36th Governor of Pennsylvania
- In office January 18, 1955 – January 20, 1959
- Lieutenant: Roy Furman
- Preceded by: John Fine
- Succeeded by: David Lawrence

Member of the Pennsylvania Senate from the 28th district
- In office January 2, 1951 – November 30, 1954
- Preceded by: Guy Leader
- Succeeded by: Harry E. Seyler

Personal details
- Born: George Michael Leader January 17, 1918 York, Pennsylvania, U.S.
- Died: May 9, 2013 (aged 95) Hershey, Pennsylvania, U.S.
- Party: Democratic
- Spouse: Mary Jane Strickler (m. 1939; died 2011)
- Alma mater: Gettysburg College University of Pennsylvania
- Occupation: Chicken hatchery operator

= George M. Leader =

American politician

George Michael Leader (January 17, 1918 – May 9, 2013) was an American politician. He served as the 36th governor of Pennsylvania from January 18, 1955, until January 20, 1959. He was a member of the Democratic Party, and a native of York County, Pennsylvania. He was the only person from that county ever to be elected governor of the state until the election of Tom Wolf in 2014.

==Early life==
George Leader was the third child of Guy and Beulah Leader. He grew up on their York County poultry farm, and was educated in a one-room schoolhouse. He later graduated from York High School, then attended Gettysburg College, in Gettysburg, Pennsylvania, where he was a member of Tau Kappa Epsilon fraternity, before transferring to the University of Pennsylvania from which he received an undergraduate degree. He did graduate work at the University of Pennsylvania, with a focus on philosophy, politics, and economics. Leader received an MGA from the Fels Institute of Government at the University of Pennsylvania. In 1939, he married Mary Jane Strickler, and, during World War II, he served on an aircraft carrier in the Pacific Theater.

==Career==
Following the war, Leader began a family-operated chicken hatchery, and served in leadership positions in the York County Democratic Party. He successfully ran for Pennsylvania State Senate in 1950, winning the 28th district seat previously held by his father, Guy. In 1952, he ran for State Treasurer of Pennsylvania. Despite narrowly losing that race, he built name recognition for himself that would be useful for any future run for statewide office.
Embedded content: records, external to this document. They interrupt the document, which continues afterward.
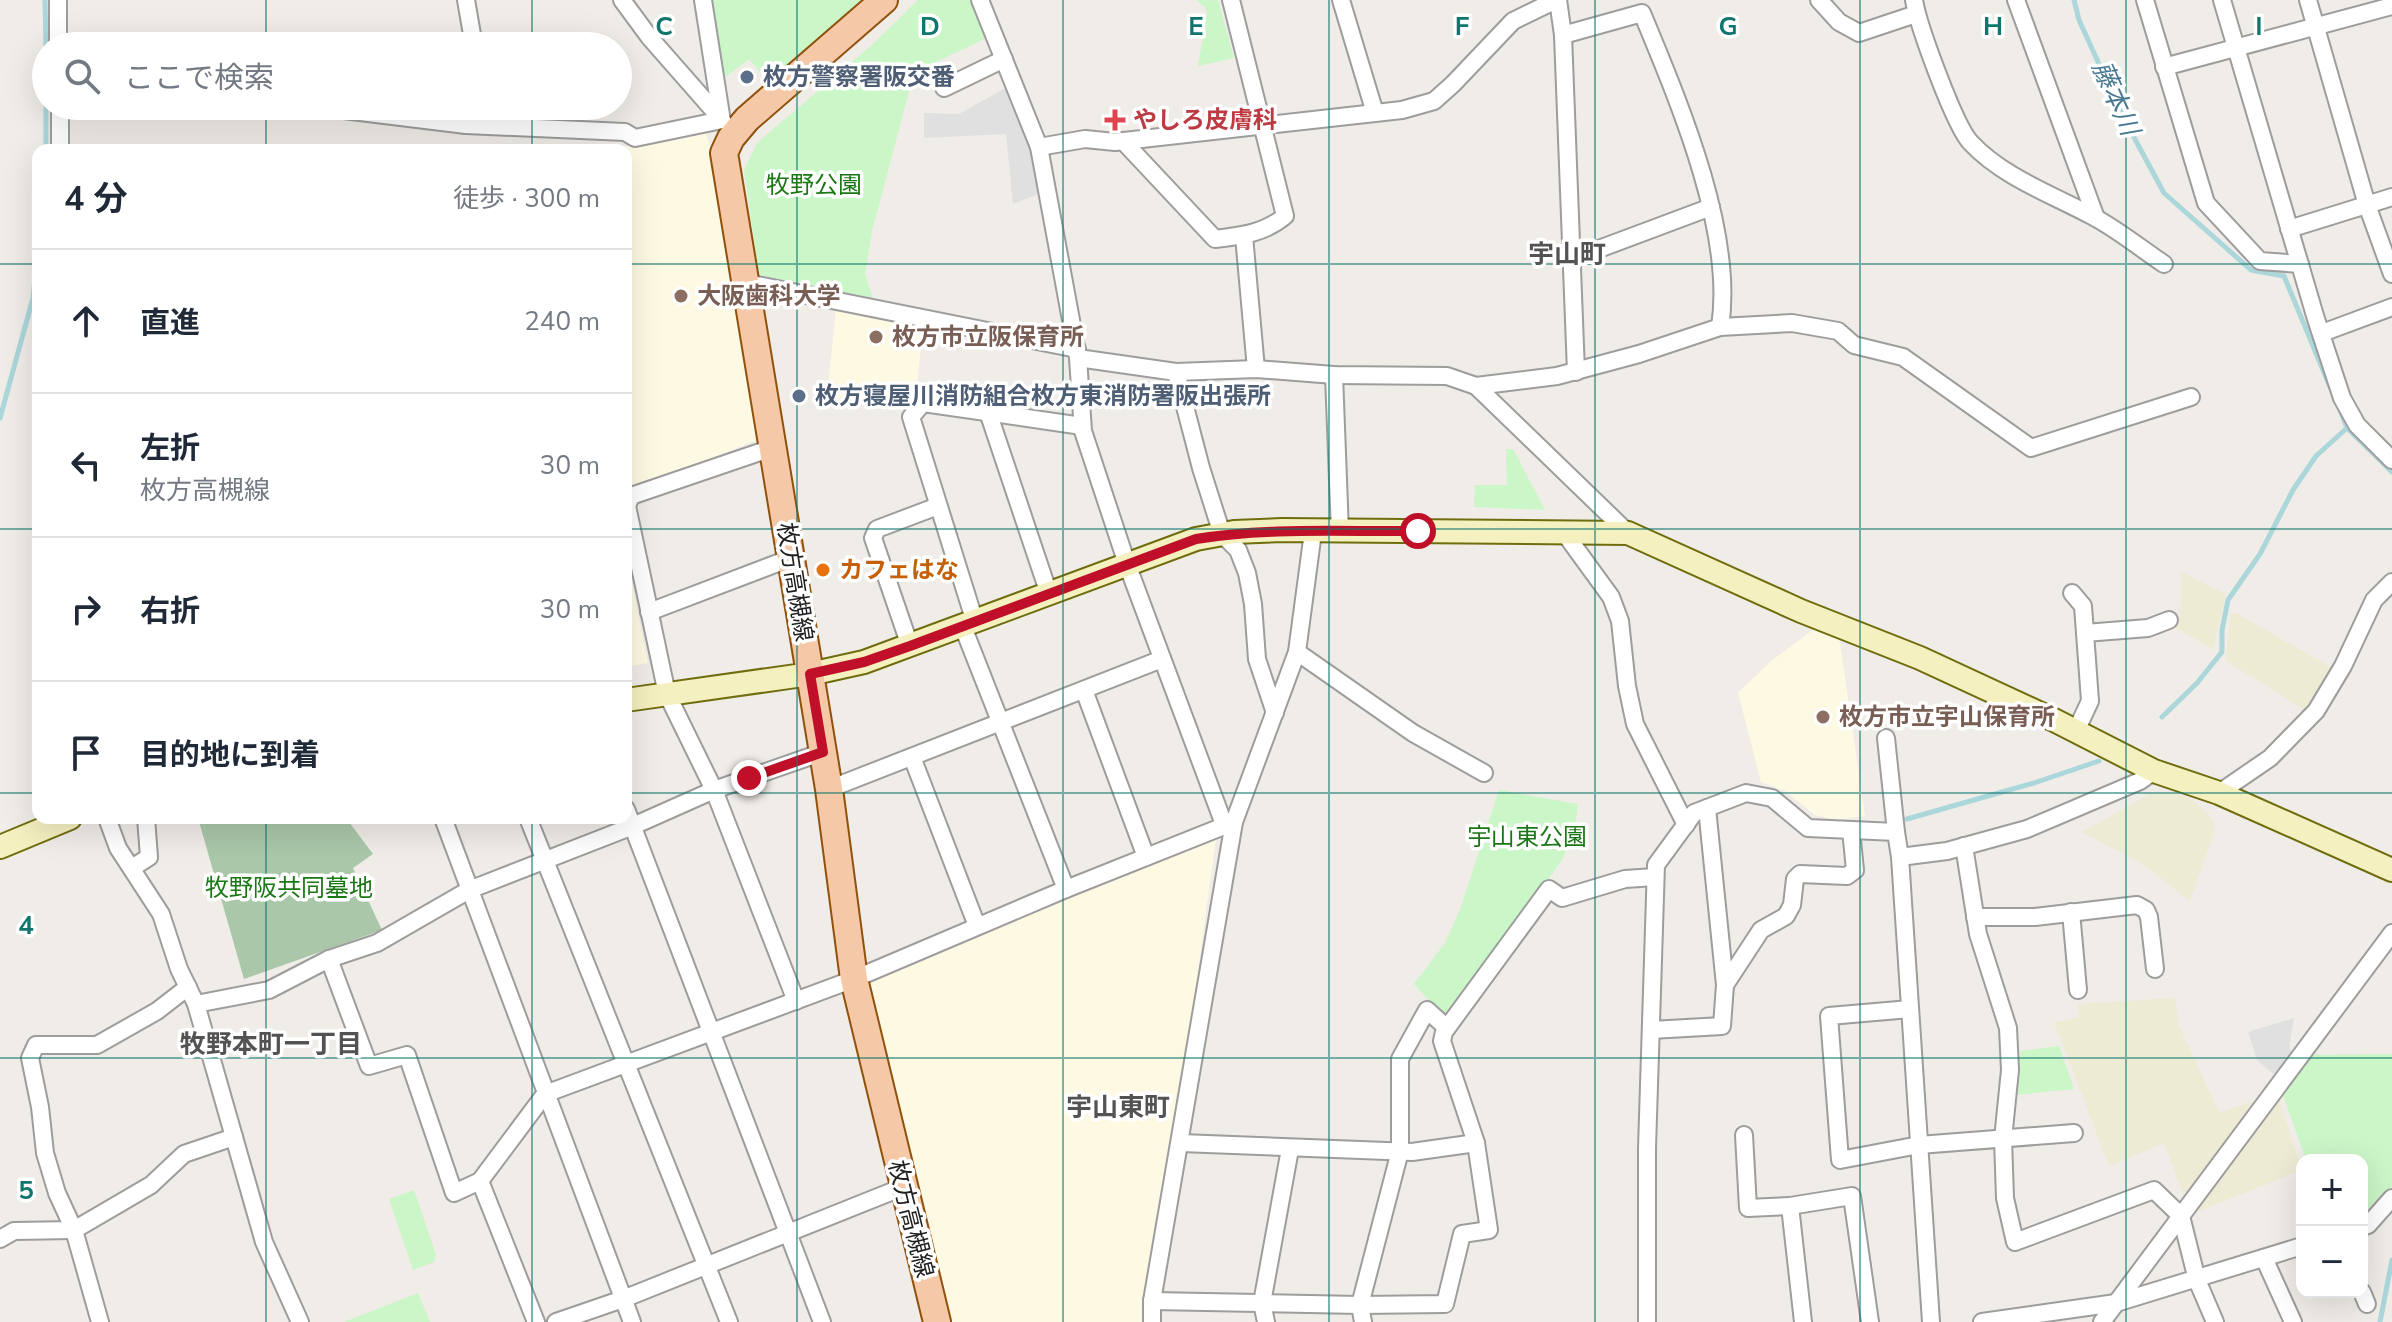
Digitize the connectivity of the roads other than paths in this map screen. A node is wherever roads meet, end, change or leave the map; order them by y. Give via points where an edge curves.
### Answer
1 (58, 0) edge
2 (466, 0) edge
3 (622, 0) edge
4 (703, 0) edge
5 (884, 0) edge
6 (980, 0) edge
7 (1231, 0) edge
8 (1341, 0) edge
9 (1557, 0) edge
10 (1819, 0) edge
11 (2016, 0) edge
12 (2145, 0) edge
13 (2222, 0) edge
14 (2308, 0) edge
15 (2388, 4) edge
16 (1915, 7) edge
17 (2315, 27) junction
18 (58, 32) edge
19 (473, 32) edge
20 (1563, 35) junction
21 (2237, 46) junction
22 (1004, 59) junction
23 (2164, 67) junction
24 (944, 88) dead end
25 (1375, 113) junction
26 (60, 120) edge
27 (425, 120) edge
28 (467, 120) edge
29 (1264, 124) junction
30 (466, 125) junction
31 (727, 129) junction
32 (1123, 141) junction
33 (60, 144) edge
34 (1039, 147) junction
35 (2392, 197) edge
36 (2367, 205) junction
37 (1711, 207) junction
38 (2096, 218) junction
39 (2289, 229) junction
40 (1244, 236) junction
41 (1572, 259) junction
42 (2164, 264) dead end
43 (2300, 264) junction
44 (2392, 274) edge
45 (747, 283) junction
46 (2392, 307) edge
47 (1720, 327) junction
48 (2322, 333) junction
49 (1078, 353) junction
50 (1256, 369) junction
51 (1176, 372) junction
52 (1576, 372) junction
53 (1334, 375) junction
54 (1476, 386) junction
55 (2191, 397) dead end
56 (988, 412) junction
57 (1082, 426) junction
58 (774, 454) junction
59 (2392, 460) edge
60 (632, 496) edge
61 (938, 506) junction
62 (632, 530) edge
63 (1563, 531) junction
64 (1313, 532) junction
65 (1340, 532) junction
66 (1628, 533) junction
67 (1222, 534) junction
68 (791, 558) junction
69 (1127, 564) junction
70 (2392, 582) edge
71 (2072, 593) dead end
72 (1049, 594) junction
73 (649, 612) junction
74 (2169, 620) dead end
75 (969, 625) junction
76 (2085, 633) junction
77 (910, 646) junction
78 (1297, 652) junction
79 (1162, 659) junction
80 (810, 674) junction
81 (1084, 690) junction
82 (667, 694) junction
83 (632, 699) edge
84 (1275, 713) junction
85 (1001, 722) junction
86 (2076, 731) junction
87 (1886, 738) dead end
88 (823, 752) junction
89 (912, 757) junction
90 (2154, 771) junction
91 (1484, 773) dead end
92 (829, 789) junction
93 (714, 790) junction
94 (2219, 793) junction
95 (1707, 808) junction
96 (56, 824) edge
97 (109, 824) edge
98 (146, 824) edge
99 (445, 824) edge
100 (530, 824) edge
101 (1230, 824) junction
102 (1686, 825) junction
103 (633, 826) junction
104 (1851, 830) junction
105 (1896, 832) junction
106 (1964, 846) junction
107 (0, 847) edge
108 (1146, 857) junction
109 (1900, 857) junction
110 (545, 860) junction
111 (132, 868) junction
112 (2392, 870) edge
113 (1655, 877) junction
114 (1066, 889) junction
115 (469, 890) junction
116 (2071, 912) junction
117 (1975, 917) junction
118 (977, 926) junction
119 (2392, 933) edge
120 (329, 959) junction
121 (2155, 969) dead end
122 (854, 979) junction
123 (1725, 985) junction
124 (188, 987) junction
125 (2078, 990) dead end
126 (796, 1001) junction
127 (196, 1004) junction
128 (1910, 1009) junction
129 (1447, 1028) junction
130 (1651, 1030) junction
131 (711, 1032) junction
132 (627, 1064) junction
133 (545, 1094) junction
134 (2074, 1133) dead end
135 (1744, 1135) dead end
136 (234, 1137) junction
137 (2003, 1139) junction
138 (1181, 1143) junction
139 (1476, 1143) junction
140 (1919, 1145) junction
141 (1290, 1149) junction
142 (1400, 1151) junction
143 (480, 1181) junction
144 (903, 1187) junction
145 (2392, 1198) edge
146 (1790, 1206) junction
147 (2181, 1216) junction
148 (2365, 1226) edge
149 (74, 1230) junction
150 (787, 1234) junction
151 (0, 1239) edge
152 (2296, 1248) edge
153 (2264, 1258) junction
154 (707, 1264) junction
155 (2197, 1280) junction
156 (623, 1299) junction
157 (1152, 1301) junction
158 (1262, 1303) junction
159 (2116, 1303) junction
160 (1362, 1314) edge
161 (100, 1322) edge
162 (300, 1322) edge
163 (536, 1322) edge
164 (556, 1322) edge
165 (632, 1322) edge
166 (729, 1322) edge
167 (822, 1322) edge
168 (937, 1322) edge
169 (1152, 1322) edge
170 (1266, 1322) edge
171 (1647, 1322) edge
172 (1803, 1322) edge
173 (1870, 1322) edge
174 (1931, 1322) edge
175 (1982, 1322) edge
176 (2102, 1322) edge
177 (2215, 1322) edge
178 (2293, 1322) edge

1 - 18 street
2 - 19 street
3 - 31 street
4 - 31 street via 715,91
5 - 31 main road via 747,119
6 - 22 street
7 - 29 street
8 - 25 street
9 - 20 street
9 - 25 street via 1513,21 1434,101
10 - 16 street via 1839,22 1859,33
11 - 38 street
12 - 23 street
13 - 21 street
14 - 17 street
15 - 17 street
16 - 38 street via 1968,141 1999,167
17 - 21 street
17 - 36 street
20 - 37 street via 1642,13 1676,96
20 - 41 street
21 - 23 street
21 - 39 street
22 - 24 street
22 - 34 street
23 - 43 street via 2206,203 2260,261
25 - 29 street
26 - 33 street
27 - 30 street
28 - 30 street
29 - 32 street
29 - 40 street via 1285,216
30 - 31 street via 625,132 635,138
31 - 45 main road, 枚方高槻線 via 726,170
32 - 34 street via 1085,139
32 - 40 street via 1215,239
34 - 49 street
35 - 36 street
36 - 39 street
36 - 44 street
37 - 41 street
37 - 47 street via 1724,304
38 - 42 street
39 - 43 street
40 - 50 street
41 - 52 street
43 - 48 street
45 - 49 street
45 - 58 main road, 枚方高槻線
46 - 48 street
47 - 52 street
47 - 55 street via 1792,323 1838,331 1854,345 1903,357 2031,448
48 - 59 street via 2342,398 2357,425
49 - 51 street
49 - 57 street
50 - 51 street
50 - 53 street
51 - 67 street
52 - 54 street
53 - 54 street via 1447,376
53 - 65 street
54 - 66 street
56 - 57 street
56 - 61 street via 923,403 911,417
56 - 72 street
57 - 69 street
58 - 60 street via 760,452
58 - 68 main road, 枚方高槻線
61 - 75 street
61 - 77 street via 877,529 873,538
62 - 73 street
63 - 65 street
63 - 66 street
63 - 102 street via 1611,597 1620,621 1635,724
64 - 65 street
64 - 67 street
64 - 78 street
66 - 86 street
67 - 69 street
67 - 84 street via 1238,550 1247,573 1257,659
68 - 73 street
68 - 80 main road, 枚方高槻線
69 - 72 street
69 - 79 street
70 - 94 street via 2374,600 2316,711 2270,758
71 - 76 street via 2083,606
72 - 75 street
73 - 82 street
74 - 76 street via 2148,628
75 - 77 street
75 - 85 street
76 - 86 street via 2090,701
77 - 80 street
78 - 84 street
78 - 91 street via 1413,733
79 - 81 street
79 - 101 street
80 - 82 street
80 - 88 main road, 枚方高槻線
81 - 85 street
81 - 108 street
82 - 83 street
82 - 93 street
84 - 101 street
85 - 89 street
85 - 114 street
86 - 90 street
87 - 105 street
88 - 92 main road, 枚方高槻線
88 - 93 street
89 - 92 street
89 - 118 street
90 - 94 street
90 - 106 street via 2027,829
92 - 122 main road, 枚方高槻線
93 - 103 street
93 - 126 street
94 - 112 street
95 - 102 street via 1694,813
95 - 104 street via 1746,793 1772,798 1808,828
95 - 123 street
96 - 107 street
97 - 111 street
98 - 111 street via 149,857
99 - 115 street
100 - 110 street
101 - 108 street
101 - 138 street
102 - 113 street via 1656,865
103 - 110 street
103 - 131 street
104 - 105 street
104 - 123 street via 1855,870 1847,876 1800,874 1786,916 1761,930
105 - 109 street
106 - 109 street
106 - 117 street
108 - 114 street
109 - 128 street
110 - 115 street
110 - 132 street
111 - 124 street via 161,914
113 - 129 street via 1625,879 1562,898 1549,889
113 - 130 street
114 - 118 street
115 - 120 street via 377,943
115 - 133 street
116 - 117 street
116 - 121 street via 2137,905 2146,910
116 - 125 street
117 - 137 street via 2008,1028
118 - 122 street
119 - 147 street
120 - 127 street via 269,990
120 - 143 street via 369,1066 407,1055 454,1193
122 - 126 street
122 - 144 main road, 枚方高槻線
123 - 130 street via 1722,1026
124 - 127 street
124 - 149 street via 97,1045 36,1045 30,1058 45,1153
126 - 131 street
127 - 136 street
128 - 140 street
128 - 140 street via 1829,1016 1840,1160
129 - 139 street via 1442,1041
129 - 142 street via 1427,1010 1400,1059
130 - 171 street
131 - 132 street
131 - 150 street
132 - 133 street
132 - 154 street
133 - 143 street
133 - 156 street
134 - 137 street
135 - 146 street via 1748,1208
136 - 149 street via 184,1154 151,1185
136 - 162 street via 264,1242
137 - 140 street
137 - 147 street via 2005,1198 2015,1242 2154,1190
138 - 141 street
138 - 157 street
139 - 142 street
139 - 160 street via 1489,1230 1462,1234 1445,1304
140 - 174 street
141 - 142 street
141 - 158 street
142 - 160 street
143 - 163 street
144 - 150 street
144 - 168 main road, 枚方高槻線
145 - 148 street
146 - 172 street
146 - 173 street via 1852,1196
147 - 155 street
147 - 159 street
149 - 151 street via 14,1231
149 - 161 street
150 - 154 street
150 - 167 street
152 - 153 street
153 - 155 street
153 - 178 street
154 - 156 street
154 - 166 street
155 - 159 street
155 - 177 street
156 - 164 street
156 - 165 street
157 - 158 street
157 - 169 street
158 - 160 street
158 - 170 street
159 - 175 street
159 - 176 street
Leader utilized this name recognition to run for governor in 1954. The Republicans had a large edge in voter registration in Pennsylvania at this time, and no Democrat had been elected governor since 1934. Despite these disadvantages, Leader picked up substantial support from labor and agricultural interests, and managed to defeat Lt. Governor Lloyd Wood, the Republican nominee, by 280,000 votes. Sworn in on January 18, 1955, one day after turning 37, he was the second youngest person ever to be elected to the post.

During his administration, Leader initiated programs to deal with Pennsylvania's lackluster economy and its substantial budget deficit. Shortly after taking office, in June 1955 he signed legislation that authorized the construction of a Curtiss-Wright research facility at Quehanna, in Clearfield County; the Sanitary Water Board also issued a permit for the discharge of radioactive waste into Mosquito Creek and the Atomic Energy Commission issued a twenty-year license to operate a four megawatt nuclear reactor. He also increased funding to education, engaged in a highly publicized campaign to reform Pennsylvania's state mental hospitals, and carved out a role for the state in protecting the civil rights of African-Americans and other minorities. He appointed Andrew M. Bradley as the first African American to serve in a Cabinet-level position in Pennsylvania. As governor, Leader unsuccessfully attempted to create a graduated income tax.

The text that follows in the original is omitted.